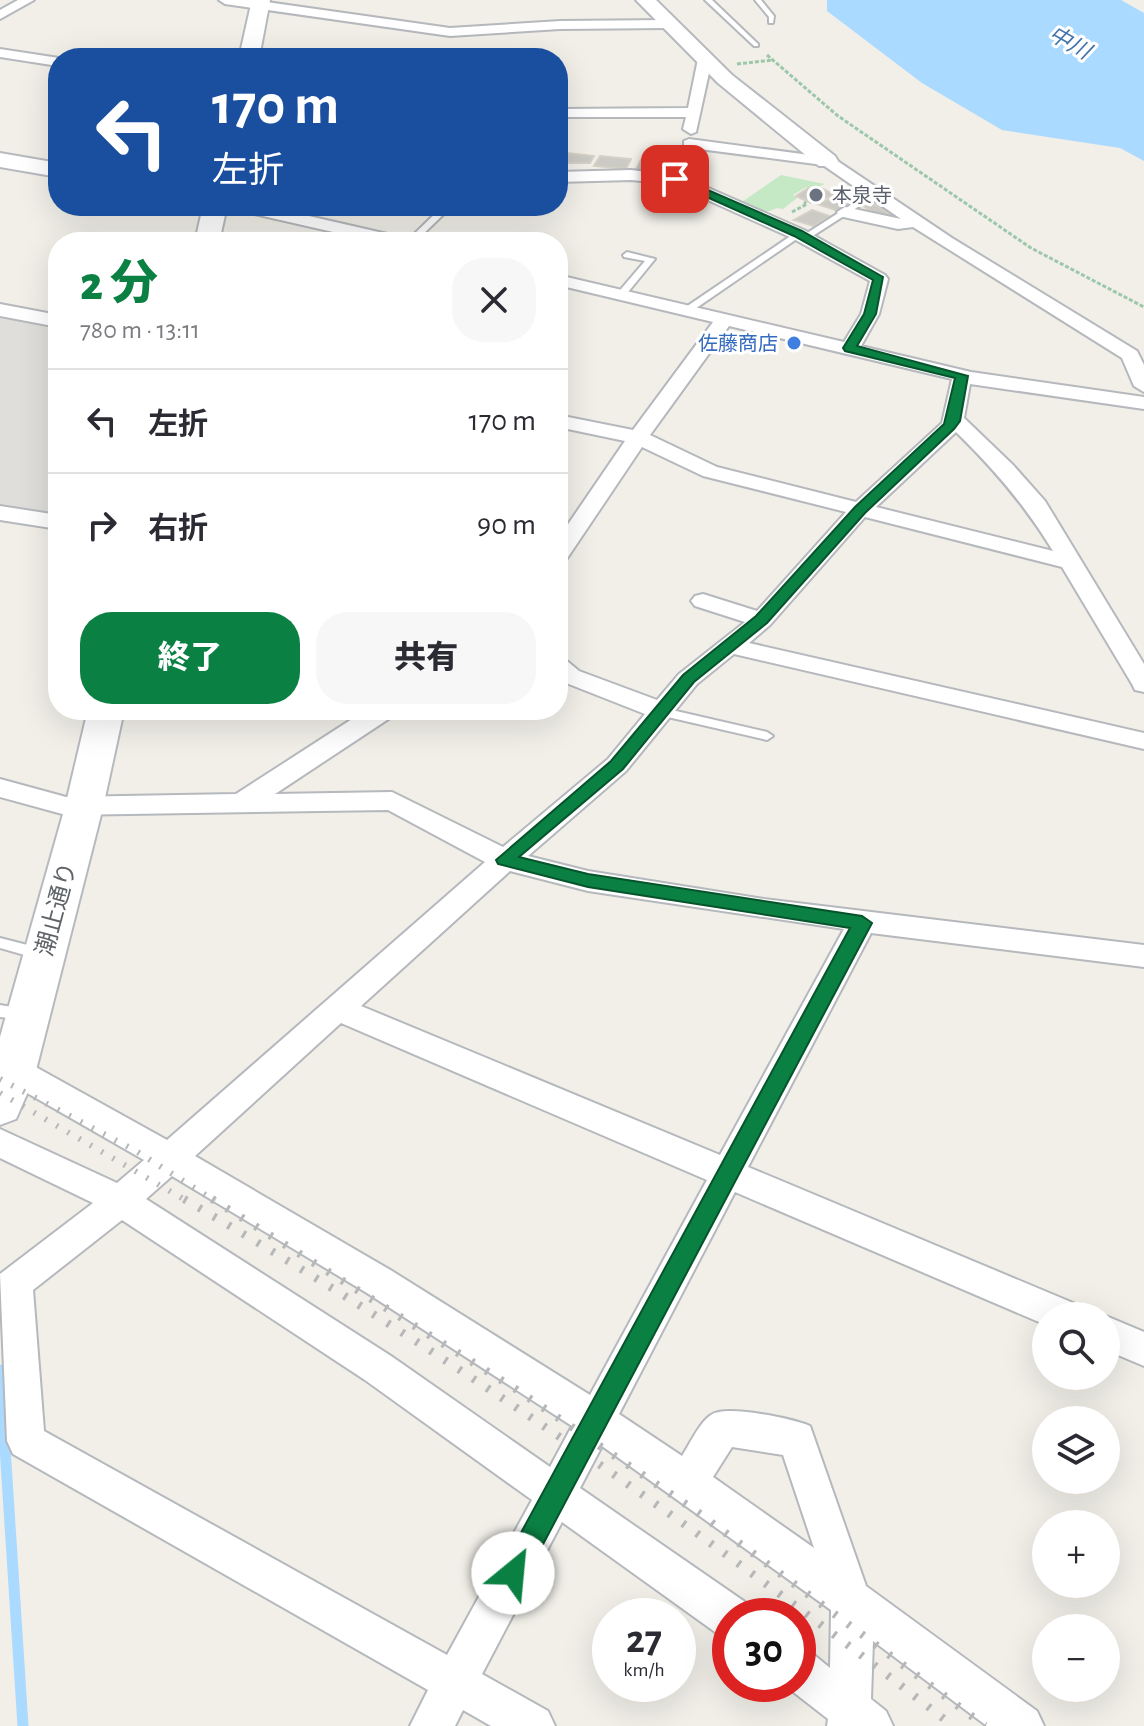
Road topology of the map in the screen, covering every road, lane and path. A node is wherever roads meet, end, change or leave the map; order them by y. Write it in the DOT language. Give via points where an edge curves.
graph roads {
  1 [pos="28,0"];
  2 [pos="225,0"];
  3 [pos="645,0"];
  4 [pos="708,0"];
  5 [pos="758,0"];
  6 [pos="260,2"];
  7 [pos="0,15"];
  8 [pos="771,22"];
  9 [pos="668,24"];
  10 [pos="756,45"];
  11 [pos="251,48"];
  12 [pos="0,53"];
  13 [pos="705,59"];
  14 [pos="48,60"];
  15 [pos="693,112"];
  16 [pos="568,113"];
  17 [pos="689,144"];
  18 [pos="0,160"];
  19 [pos="827,161"];
  20 [pos="48,168"];
  21 [pos="568,177"];
  22 [pos="675,179"];
  23 [pos="874,194"];
  24 [pos="845,212"];
  25 [pos="286,216"];
  26 [pos="437,216"];
  27 [pos="916,223"];
  28 [pos="356,232"];
  29 [pos="421,232"];
  30 [pos="801,236"];
  31 [pos="627,255"];
  32 [pos="568,282"];
  33 [pos="621,295"];
  34 [pos="1144,307"];
  35 [pos="0,310"];
  36 [pos="686,311"];
  37 [pos="48,319"];
  38 [pos="724,320"];
  39 [pos="850,348"];
  40 [pos="1137,358"];
  41 [pos="962,376"];
  42 [pos="1144,386"];
  43 [pos="1144,403"];
  44 [pos="953,421"];
  45 [pos="568,423"];
  46 [pos="638,437"];
  47 [pos="860,510"];
  48 [pos="0,513"];
  49 [pos="48,520"];
  50 [pos="568,540"];
  51 [pos="1071,562"];
  52 [pos="703,601"];
  53 [pos="762,620"];
  54 [pos="727,645"];
  55 [pos="568,674"];
  56 [pos="1144,684"];
  57 [pos="663,712"];
  58 [pos="104,720"];
  59 [pos="369,720"];
  60 [pos="767,736"];
  61 [pos="1144,741"];
  62 [pos="0,788"];
  63 [pos="239,804"];
  64 [pos="84,807"];
  65 [pos="505,860"];
  66 [pos="862,923"];
  67 [pos="0,943"];
  68 [pos="44,954"];
  69 [pos="1144,956"];
  70 [pos="336,1008"];
  71 [pos="13,1013"];
  72 [pos="6,1088"];
  73 [pos="0,1143"];
  74 [pos="172,1157"];
  75 [pos="728,1172"];
  76 [pos="121,1201"];
  77 [pos="3,1292"];
  78 [pos="1032,1302"];
  79 [pos="1120,1339"];
  80 [pos="1144,1349"];
  81 [pos="594,1419"];
  82 [pos="686,1483"];
  83 [pos="556,1491"];
  84 [pos="849,1597"];
  85 [pos="712,1604"];
  86 [pos="456,1682"];
  87 [pos="816,1685"];
  88 [pos="857,1720"];
  89 [pos="432,1726"];
  90 [pos="533,1726"];
  91 [pos="1022,1726"];
  1 -- 7 [label="street"];
  2 -- 6 [label="street"];
  3 -- 9 [label="street"];
  4 -- 10 [label="lane"];
  5 -- 8 [label="lane"];
  6 -- 9 [label="street" via="450,32"];
  6 -- 11 [label="street"];
  9 -- 13 [label="street"];
  10 -- 34 [label="path" via="838,116 1019,240"];
  12 -- 14 [label="street"];
  13 -- 15 [label="street"];
  13 -- 19 [label="street"];
  15 -- 16 [label="street"];
  15 -- 17 [label="street"];
  17 -- 19 [label="street"];
  17 -- 22 [label="street"];
  18 -- 20 [label="street"];
  19 -- 23 [label="street"];
  21 -- 22 [label="street"];
  22 -- 30 [label="street"];
  23 -- 24 [label="lane"];
  23 -- 27 [label="street"];
  24 -- 27 [label="street"];
  24 -- 30 [label="lane"];
  25 -- 28 [label="street"];
  26 -- 29 [label="lane"];
  27 -- 40 [label="street"];
  30 -- 36 [label="lane"];
  30 -- 39 [label="street" via="879,279 870,314"];
  31 -- 33 [label="lane" via="651,259"];
  32 -- 33 [label="street"];
  33 -- 36 [label="street"];
  35 -- 37 [label="street"];
  36 -- 38 [label="street"];
  38 -- 39 [label="street"];
  38 -- 46 [label="street"];
  39 -- 41 [label="street"];
  40 -- 42 [label="street"];
  41 -- 43 [label="street"];
  41 -- 44 [label="street"];
  44 -- 47 [label="street"];
  44 -- 51 [label="street" via="1022,487"];
  45 -- 46 [label="street"];
  46 -- 47 [label="street" via="710,472"];
  46 -- 50 [label="street"];
  47 -- 51 [label="street"];
  47 -- 53 [label="street"];
  48 -- 49 [label="street"];
  51 -- 56 [label="street"];
  52 -- 53 [label="street"];
  53 -- 54 [label="street"];
  54 -- 57 [label="street" via="688,679"];
  54 -- 61 [label="street"];
  55 -- 57 [label="street"];
  57 -- 60 [label="lane"];
  57 -- 65 [label="street" via="617,765"];
  58 -- 64 [label="street, 潮止通り"];
  59 -- 63 [label="street"];
  62 -- 64 [label="street"];
  63 -- 64 [label="street"];
  63 -- 65 [label="street" via="392,801"];
  64 -- 68 [label="street, 潮止通り"];
  65 -- 66 [label="street" via="588,881"];
  65 -- 70 [label="street"];
  66 -- 69 [label="street"];
  66 -- 75 [label="street"];
  67 -- 68 [label="lane"];
  68 -- 71 [label="street, 潮止通り"];
  70 -- 74 [label="street"];
  70 -- 75 [label="street"];
  71 -- 72 [label="street, 潮止通り"];
  72 -- 74 [label="street"];
  73 -- 76 [label="street"];
  74 -- 76 [label="street"];
  74 -- 81 [label="street" via="344,1259"];
  75 -- 78 [label="street"];
  75 -- 81 [label="street"];
  76 -- 77 [label="street"];
  76 -- 83 [label="street"];
  77 -- 86 [label="street" via="16,1293 26,1441"];
  79 -- 80 [label="street"];
  81 -- 82 [label="street"];
  81 -- 83 [label="street"];
  82 -- 84 [label="street"];
  82 -- 84 [label="street" via="723,1428 797,1439"];
  83 -- 85 [label="street"];
  83 -- 86 [label="street"];
  84 -- 88 [label="street"];
  84 -- 91 [label="street"];
  86 -- 89 [label="street"];
  86 -- 90 [label="street"];
  87 -- 88 [label="street"];
}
+-------+
• _What the exercise asks_: Only the text of the listing above should be copied, exactly and with pictures left out.

• _Written solution_:
Road topology of the map in the screen, covering every road, lane and path. A node is wherever roads meet, end, change or leave the map; order them by y. Write it in the DOT language. Give via points where an edge curves.
graph roads {
  1 [pos="28,0"];
  2 [pos="225,0"];
  3 [pos="645,0"];
  4 [pos="708,0"];
  5 [pos="758,0"];
  6 [pos="260,2"];
  7 [pos="0,15"];
  8 [pos="771,22"];
  9 [pos="668,24"];
  10 [pos="756,45"];
  11 [pos="251,48"];
  12 [pos="0,53"];
  13 [pos="705,59"];
  14 [pos="48,60"];
  15 [pos="693,112"];
  16 [pos="568,113"];
  17 [pos="689,144"];
  18 [pos="0,160"];
  19 [pos="827,161"];
  20 [pos="48,168"];
  21 [pos="568,177"];
  22 [pos="675,179"];
  23 [pos="874,194"];
  24 [pos="845,212"];
  25 [pos="286,216"];
  26 [pos="437,216"];
  27 [pos="916,223"];
  28 [pos="356,232"];
  29 [pos="421,232"];
  30 [pos="801,236"];
  31 [pos="627,255"];
  32 [pos="568,282"];
  33 [pos="621,295"];
  34 [pos="1144,307"];
  35 [pos="0,310"];
  36 [pos="686,311"];
  37 [pos="48,319"];
  38 [pos="724,320"];
  39 [pos="850,348"];
  40 [pos="1137,358"];
  41 [pos="962,376"];
  42 [pos="1144,386"];
  43 [pos="1144,403"];
  44 [pos="953,421"];
  45 [pos="568,423"];
  46 [pos="638,437"];
  47 [pos="860,510"];
  48 [pos="0,513"];
  49 [pos="48,520"];
  50 [pos="568,540"];
  51 [pos="1071,562"];
  52 [pos="703,601"];
  53 [pos="762,620"];
  54 [pos="727,645"];
  55 [pos="568,674"];
  56 [pos="1144,684"];
  57 [pos="663,712"];
  58 [pos="104,720"];
  59 [pos="369,720"];
  60 [pos="767,736"];
  61 [pos="1144,741"];
  62 [pos="0,788"];
  63 [pos="239,804"];
  64 [pos="84,807"];
  65 [pos="505,860"];
  66 [pos="862,923"];
  67 [pos="0,943"];
  68 [pos="44,954"];
  69 [pos="1144,956"];
  70 [pos="336,1008"];
  71 [pos="13,1013"];
  72 [pos="6,1088"];
  73 [pos="0,1143"];
  74 [pos="172,1157"];
  75 [pos="728,1172"];
  76 [pos="121,1201"];
  77 [pos="3,1292"];
  78 [pos="1032,1302"];
  79 [pos="1120,1339"];
  80 [pos="1144,1349"];
  81 [pos="594,1419"];
  82 [pos="686,1483"];
  83 [pos="556,1491"];
  84 [pos="849,1597"];
  85 [pos="712,1604"];
  86 [pos="456,1682"];
  87 [pos="816,1685"];
  88 [pos="857,1720"];
  89 [pos="432,1726"];
  90 [pos="533,1726"];
  91 [pos="1022,1726"];
  1 -- 7 [label="street"];
  2 -- 6 [label="street"];
  3 -- 9 [label="street"];
  4 -- 10 [label="lane"];
  5 -- 8 [label="lane"];
  6 -- 9 [label="street" via="450,32"];
  6 -- 11 [label="street"];
  9 -- 13 [label="street"];
  10 -- 34 [label="path" via="838,116 1019,240"];
  12 -- 14 [label="street"];
  13 -- 15 [label="street"];
  13 -- 19 [label="street"];
  15 -- 16 [label="street"];
  15 -- 17 [label="street"];
  17 -- 19 [label="street"];
  17 -- 22 [label="street"];
  18 -- 20 [label="street"];
  19 -- 23 [label="street"];
  21 -- 22 [label="street"];
  22 -- 30 [label="street"];
  23 -- 24 [label="lane"];
  23 -- 27 [label="street"];
  24 -- 27 [label="street"];
  24 -- 30 [label="lane"];
  25 -- 28 [label="street"];
  26 -- 29 [label="lane"];
  27 -- 40 [label="street"];
  30 -- 36 [label="lane"];
  30 -- 39 [label="street" via="879,279 870,314"];
  31 -- 33 [label="lane" via="651,259"];
  32 -- 33 [label="street"];
  33 -- 36 [label="street"];
  35 -- 37 [label="street"];
  36 -- 38 [label="street"];
  38 -- 39 [label="street"];
  38 -- 46 [label="street"];
  39 -- 41 [label="street"];
  40 -- 42 [label="street"];
  41 -- 43 [label="street"];
  41 -- 44 [label="street"];
  44 -- 47 [label="street"];
  44 -- 51 [label="street" via="1022,487"];
  45 -- 46 [label="street"];
  46 -- 47 [label="street" via="710,472"];
  46 -- 50 [label="street"];
  47 -- 51 [label="street"];
  47 -- 53 [label="street"];
  48 -- 49 [label="street"];
  51 -- 56 [label="street"];
  52 -- 53 [label="street"];
  53 -- 54 [label="street"];
  54 -- 57 [label="street" via="688,679"];
  54 -- 61 [label="street"];
  55 -- 57 [label="street"];
  57 -- 60 [label="lane"];
  57 -- 65 [label="street" via="617,765"];
  58 -- 64 [label="street, 潮止通り"];
  59 -- 63 [label="street"];
  62 -- 64 [label="street"];
  63 -- 64 [label="street"];
  63 -- 65 [label="street" via="392,801"];
  64 -- 68 [label="street, 潮止通り"];
  65 -- 66 [label="street" via="588,881"];
  65 -- 70 [label="street"];
  66 -- 69 [label="street"];
  66 -- 75 [label="street"];
  67 -- 68 [label="lane"];
  68 -- 71 [label="street, 潮止通り"];
  70 -- 74 [label="street"];
  70 -- 75 [label="street"];
  71 -- 72 [label="street, 潮止通り"];
  72 -- 74 [label="street"];
  73 -- 76 [label="street"];
  74 -- 76 [label="street"];
  74 -- 81 [label="street" via="344,1259"];
  75 -- 78 [label="street"];
  75 -- 81 [label="street"];
  76 -- 77 [label="street"];
  76 -- 83 [label="street"];
  77 -- 86 [label="street" via="16,1293 26,1441"];
  79 -- 80 [label="street"];
  81 -- 82 [label="street"];
  81 -- 83 [label="street"];
  82 -- 84 [label="street"];
  82 -- 84 [label="street" via="723,1428 797,1439"];
  83 -- 85 [label="street"];
  83 -- 86 [label="street"];
  84 -- 88 [label="street"];
  84 -- 91 [label="street"];
  86 -- 89 [label="street"];
  86 -- 90 [label="street"];
  87 -- 88 [label="street"];
}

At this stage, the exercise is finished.